• _YOUR ASSIGNMENT_: Whenever a line in the following entries includes "down", tally it. Report nothing except the final count.

[Saved entries]
##########

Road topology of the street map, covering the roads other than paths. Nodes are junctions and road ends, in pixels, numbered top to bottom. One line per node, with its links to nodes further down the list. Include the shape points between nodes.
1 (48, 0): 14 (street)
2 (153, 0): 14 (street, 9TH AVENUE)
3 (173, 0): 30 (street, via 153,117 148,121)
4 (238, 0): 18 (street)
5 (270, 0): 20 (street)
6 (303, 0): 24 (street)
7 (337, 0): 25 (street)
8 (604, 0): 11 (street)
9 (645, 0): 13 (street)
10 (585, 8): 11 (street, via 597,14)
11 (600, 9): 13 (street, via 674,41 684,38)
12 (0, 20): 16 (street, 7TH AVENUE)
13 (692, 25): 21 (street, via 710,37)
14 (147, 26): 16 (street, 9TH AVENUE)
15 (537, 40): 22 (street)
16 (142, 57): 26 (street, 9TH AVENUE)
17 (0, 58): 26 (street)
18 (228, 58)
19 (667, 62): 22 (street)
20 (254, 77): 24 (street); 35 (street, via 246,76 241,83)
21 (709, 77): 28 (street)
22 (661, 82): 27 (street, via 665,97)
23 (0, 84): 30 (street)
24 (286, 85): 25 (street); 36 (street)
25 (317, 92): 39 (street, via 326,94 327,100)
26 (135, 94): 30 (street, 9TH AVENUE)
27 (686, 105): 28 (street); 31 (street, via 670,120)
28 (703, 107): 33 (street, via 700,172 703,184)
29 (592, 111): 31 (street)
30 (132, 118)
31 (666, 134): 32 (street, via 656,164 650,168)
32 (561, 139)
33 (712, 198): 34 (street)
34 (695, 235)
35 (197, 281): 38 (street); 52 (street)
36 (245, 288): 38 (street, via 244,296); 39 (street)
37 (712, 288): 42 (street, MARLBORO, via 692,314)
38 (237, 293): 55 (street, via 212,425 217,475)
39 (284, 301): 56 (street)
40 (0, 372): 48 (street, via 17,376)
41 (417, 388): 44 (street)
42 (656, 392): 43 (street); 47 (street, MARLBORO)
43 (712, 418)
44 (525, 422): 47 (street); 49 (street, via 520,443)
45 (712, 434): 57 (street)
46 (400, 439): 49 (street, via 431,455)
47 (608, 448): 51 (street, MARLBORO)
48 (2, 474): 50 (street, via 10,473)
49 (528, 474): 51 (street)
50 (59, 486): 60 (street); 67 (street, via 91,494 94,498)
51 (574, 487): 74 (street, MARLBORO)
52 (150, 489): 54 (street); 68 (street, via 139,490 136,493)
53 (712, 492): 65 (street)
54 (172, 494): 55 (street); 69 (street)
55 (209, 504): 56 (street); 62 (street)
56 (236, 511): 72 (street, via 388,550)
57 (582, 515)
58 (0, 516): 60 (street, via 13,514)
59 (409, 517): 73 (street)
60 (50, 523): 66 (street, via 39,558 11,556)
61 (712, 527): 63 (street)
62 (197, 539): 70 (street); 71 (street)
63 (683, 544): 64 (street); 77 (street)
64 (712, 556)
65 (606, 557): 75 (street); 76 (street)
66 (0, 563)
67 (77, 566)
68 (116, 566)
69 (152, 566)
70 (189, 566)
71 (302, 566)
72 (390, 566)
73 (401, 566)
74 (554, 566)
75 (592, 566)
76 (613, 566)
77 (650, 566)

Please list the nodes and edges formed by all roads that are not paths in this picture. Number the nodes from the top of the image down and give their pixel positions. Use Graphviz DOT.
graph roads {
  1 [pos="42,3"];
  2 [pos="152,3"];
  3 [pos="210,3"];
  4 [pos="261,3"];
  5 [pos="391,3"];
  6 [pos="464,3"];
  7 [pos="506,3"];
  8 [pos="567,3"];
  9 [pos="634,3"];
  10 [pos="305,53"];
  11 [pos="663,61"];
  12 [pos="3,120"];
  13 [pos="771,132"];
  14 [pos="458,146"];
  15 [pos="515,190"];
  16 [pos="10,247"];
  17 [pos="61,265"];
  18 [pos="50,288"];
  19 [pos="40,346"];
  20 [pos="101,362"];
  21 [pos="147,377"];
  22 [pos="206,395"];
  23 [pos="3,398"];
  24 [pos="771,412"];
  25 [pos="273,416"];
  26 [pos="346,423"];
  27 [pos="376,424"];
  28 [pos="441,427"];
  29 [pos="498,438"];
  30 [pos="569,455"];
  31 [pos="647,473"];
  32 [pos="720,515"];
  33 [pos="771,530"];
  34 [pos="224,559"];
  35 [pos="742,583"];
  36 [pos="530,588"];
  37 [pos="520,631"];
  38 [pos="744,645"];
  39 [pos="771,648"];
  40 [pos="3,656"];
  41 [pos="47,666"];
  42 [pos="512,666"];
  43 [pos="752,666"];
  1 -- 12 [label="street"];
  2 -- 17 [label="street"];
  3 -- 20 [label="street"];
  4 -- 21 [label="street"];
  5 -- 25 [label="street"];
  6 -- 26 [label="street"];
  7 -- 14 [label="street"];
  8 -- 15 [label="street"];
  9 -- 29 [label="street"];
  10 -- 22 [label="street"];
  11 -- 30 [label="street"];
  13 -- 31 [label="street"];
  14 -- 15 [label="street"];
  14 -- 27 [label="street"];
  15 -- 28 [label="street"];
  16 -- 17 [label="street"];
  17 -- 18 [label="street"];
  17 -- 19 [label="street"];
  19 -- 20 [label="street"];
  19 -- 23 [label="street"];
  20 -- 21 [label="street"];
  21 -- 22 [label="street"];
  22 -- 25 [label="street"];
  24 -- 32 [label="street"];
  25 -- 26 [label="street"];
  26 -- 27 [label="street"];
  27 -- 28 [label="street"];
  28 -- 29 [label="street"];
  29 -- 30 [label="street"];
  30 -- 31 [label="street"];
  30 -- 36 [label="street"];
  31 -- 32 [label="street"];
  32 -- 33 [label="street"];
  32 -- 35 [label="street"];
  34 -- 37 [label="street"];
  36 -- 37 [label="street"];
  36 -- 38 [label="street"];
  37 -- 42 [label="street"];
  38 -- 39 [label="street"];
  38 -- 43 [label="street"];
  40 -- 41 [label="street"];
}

##########

• _OUTPUT BELOW_: 2